Sami Chouchi en a fini avec les maux du poids

Sami Chouchi (à g.) a compris les arguments du staff technique de sa fédération. Rester en moins de 73 kg n'était plus raisonnable... Photo Carlos Ferreira.

Sami Chouchi (à g.) a compris les arguments du staff technique de sa fédération. Rester en moins de 73 kg n’était plus raisonnable… Photo Carlos Ferreira.

Il y a des rêves qui vous tendent les bras et d’autres qui s’évaporent. Pour Sami Chouchi, c’est, hélas, la deuxième version qui est d’actualité depuis quelques semaines et cette opération à l’épaule gauche, la deuxième en deux ans, qui a brutalement brisé son élan vers Rio. Même s’il a, entre-temps, repris les entraînements de musculation, le judoka bruxellois de 23 ans, considéré comme l’une des plus belles promesses de la Fédération francophone (FFBJ) à l’instar de son pote Toma Nikiforov, devra attendre quatre ans de plus et les JO de Tokyo 2020 avant de découvrir les tapis olympiques.

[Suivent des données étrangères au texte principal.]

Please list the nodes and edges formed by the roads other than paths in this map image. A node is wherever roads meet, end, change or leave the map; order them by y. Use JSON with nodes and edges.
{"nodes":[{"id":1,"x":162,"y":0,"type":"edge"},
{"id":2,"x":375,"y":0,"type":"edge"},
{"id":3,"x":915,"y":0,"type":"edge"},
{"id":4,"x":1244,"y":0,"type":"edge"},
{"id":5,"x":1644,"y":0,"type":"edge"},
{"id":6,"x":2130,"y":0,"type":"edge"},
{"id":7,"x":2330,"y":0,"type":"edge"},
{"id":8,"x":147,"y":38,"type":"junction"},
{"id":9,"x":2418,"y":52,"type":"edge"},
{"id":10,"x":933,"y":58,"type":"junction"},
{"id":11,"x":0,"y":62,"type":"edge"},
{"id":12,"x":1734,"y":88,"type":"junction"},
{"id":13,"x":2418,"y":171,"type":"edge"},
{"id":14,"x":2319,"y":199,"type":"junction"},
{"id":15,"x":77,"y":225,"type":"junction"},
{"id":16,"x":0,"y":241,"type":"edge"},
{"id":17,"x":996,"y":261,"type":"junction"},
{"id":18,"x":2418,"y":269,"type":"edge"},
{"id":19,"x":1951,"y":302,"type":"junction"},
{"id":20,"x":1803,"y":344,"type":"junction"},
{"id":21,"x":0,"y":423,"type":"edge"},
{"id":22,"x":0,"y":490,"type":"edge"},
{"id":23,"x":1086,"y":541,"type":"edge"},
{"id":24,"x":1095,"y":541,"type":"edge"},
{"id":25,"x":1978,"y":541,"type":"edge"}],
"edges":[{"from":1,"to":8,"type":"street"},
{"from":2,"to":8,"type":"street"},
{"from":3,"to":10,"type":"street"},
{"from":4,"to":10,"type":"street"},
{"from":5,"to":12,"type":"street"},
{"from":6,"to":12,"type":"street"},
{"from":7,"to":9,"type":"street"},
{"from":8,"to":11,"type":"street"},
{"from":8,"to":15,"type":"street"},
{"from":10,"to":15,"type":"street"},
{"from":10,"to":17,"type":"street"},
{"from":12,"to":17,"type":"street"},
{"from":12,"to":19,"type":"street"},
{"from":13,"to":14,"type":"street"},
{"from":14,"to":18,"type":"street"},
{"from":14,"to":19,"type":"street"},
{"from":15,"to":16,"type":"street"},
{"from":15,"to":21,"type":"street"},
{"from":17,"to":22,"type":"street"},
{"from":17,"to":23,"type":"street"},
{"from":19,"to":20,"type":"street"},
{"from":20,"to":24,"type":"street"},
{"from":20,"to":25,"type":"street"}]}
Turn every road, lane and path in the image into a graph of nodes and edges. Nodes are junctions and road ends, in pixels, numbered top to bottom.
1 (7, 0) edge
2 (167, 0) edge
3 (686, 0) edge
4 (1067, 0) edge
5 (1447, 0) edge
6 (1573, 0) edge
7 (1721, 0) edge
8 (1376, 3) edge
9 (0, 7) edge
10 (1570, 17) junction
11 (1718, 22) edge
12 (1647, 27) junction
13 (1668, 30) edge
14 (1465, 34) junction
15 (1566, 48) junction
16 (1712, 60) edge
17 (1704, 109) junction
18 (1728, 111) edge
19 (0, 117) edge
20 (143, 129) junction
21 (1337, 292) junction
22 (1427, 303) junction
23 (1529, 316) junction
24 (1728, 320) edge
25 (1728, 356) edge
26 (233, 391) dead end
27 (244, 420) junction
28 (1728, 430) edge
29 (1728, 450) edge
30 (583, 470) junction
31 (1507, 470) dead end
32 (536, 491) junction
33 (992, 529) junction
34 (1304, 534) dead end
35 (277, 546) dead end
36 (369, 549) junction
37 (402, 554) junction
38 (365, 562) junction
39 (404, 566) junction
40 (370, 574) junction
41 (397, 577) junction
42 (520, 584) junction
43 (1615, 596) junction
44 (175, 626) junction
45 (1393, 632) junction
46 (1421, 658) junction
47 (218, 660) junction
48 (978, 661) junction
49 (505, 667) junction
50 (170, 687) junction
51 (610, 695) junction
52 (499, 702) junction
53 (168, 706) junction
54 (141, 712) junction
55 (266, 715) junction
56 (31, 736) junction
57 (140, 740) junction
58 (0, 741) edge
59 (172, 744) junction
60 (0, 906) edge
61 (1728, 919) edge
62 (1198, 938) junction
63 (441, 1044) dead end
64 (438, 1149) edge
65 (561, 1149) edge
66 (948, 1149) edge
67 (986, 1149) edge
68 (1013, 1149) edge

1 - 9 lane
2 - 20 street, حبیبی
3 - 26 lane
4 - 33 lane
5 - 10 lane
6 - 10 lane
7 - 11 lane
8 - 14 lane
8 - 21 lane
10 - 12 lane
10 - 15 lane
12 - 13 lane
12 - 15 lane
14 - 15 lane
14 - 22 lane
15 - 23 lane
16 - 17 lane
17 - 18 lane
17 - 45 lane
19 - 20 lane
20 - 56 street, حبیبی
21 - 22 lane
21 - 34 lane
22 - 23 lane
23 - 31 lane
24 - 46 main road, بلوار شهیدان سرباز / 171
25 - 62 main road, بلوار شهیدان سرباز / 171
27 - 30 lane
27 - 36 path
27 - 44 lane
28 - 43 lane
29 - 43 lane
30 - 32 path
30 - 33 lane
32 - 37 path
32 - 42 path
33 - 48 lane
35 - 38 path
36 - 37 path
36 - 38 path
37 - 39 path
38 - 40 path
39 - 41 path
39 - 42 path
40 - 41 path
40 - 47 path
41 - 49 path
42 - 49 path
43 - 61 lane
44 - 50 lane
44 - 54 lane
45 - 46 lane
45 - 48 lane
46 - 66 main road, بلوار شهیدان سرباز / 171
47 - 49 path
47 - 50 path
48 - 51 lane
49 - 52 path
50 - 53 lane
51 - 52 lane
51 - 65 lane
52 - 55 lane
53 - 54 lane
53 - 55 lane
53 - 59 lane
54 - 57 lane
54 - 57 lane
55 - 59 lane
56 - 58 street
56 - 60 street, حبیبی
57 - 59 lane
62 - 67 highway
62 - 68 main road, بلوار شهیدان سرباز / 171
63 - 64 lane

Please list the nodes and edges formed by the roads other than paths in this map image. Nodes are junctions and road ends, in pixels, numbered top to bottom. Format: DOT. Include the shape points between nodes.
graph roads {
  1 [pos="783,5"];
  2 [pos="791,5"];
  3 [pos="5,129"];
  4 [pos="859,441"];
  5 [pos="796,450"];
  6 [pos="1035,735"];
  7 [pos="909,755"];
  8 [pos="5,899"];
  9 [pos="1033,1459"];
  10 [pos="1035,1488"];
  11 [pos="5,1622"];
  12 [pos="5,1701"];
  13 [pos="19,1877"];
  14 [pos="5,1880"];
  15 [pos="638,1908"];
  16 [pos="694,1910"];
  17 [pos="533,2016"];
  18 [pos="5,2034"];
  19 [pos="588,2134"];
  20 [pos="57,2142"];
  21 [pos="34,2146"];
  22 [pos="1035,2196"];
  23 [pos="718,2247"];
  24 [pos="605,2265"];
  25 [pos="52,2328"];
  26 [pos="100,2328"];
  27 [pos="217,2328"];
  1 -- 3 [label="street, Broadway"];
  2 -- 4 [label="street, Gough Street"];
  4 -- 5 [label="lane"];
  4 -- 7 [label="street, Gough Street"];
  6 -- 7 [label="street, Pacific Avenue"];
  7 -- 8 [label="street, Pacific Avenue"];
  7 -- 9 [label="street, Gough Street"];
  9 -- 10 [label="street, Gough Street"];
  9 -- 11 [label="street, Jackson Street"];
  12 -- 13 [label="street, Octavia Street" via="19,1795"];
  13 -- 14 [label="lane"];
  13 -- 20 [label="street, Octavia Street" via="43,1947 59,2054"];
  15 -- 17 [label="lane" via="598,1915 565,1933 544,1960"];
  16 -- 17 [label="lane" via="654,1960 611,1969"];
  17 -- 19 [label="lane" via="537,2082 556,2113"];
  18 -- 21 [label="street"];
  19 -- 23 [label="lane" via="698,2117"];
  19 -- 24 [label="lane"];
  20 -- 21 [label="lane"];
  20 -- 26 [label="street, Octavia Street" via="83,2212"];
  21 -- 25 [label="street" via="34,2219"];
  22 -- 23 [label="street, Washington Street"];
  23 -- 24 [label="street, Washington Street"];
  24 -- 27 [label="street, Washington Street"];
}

L’accident qui a tout ruiné s’est produit au début du mois de février, au Grand Chelem de Paris. Lors de son premier combat, en voulant rentrer un mouvement en même temps que son adversaire, il a senti que son épaule se démettait. Une douleur insupportable plus loin et le verdict – impitoyable – tombait : il était bon pour repasser sur le billard avec cette nouvelle luxation.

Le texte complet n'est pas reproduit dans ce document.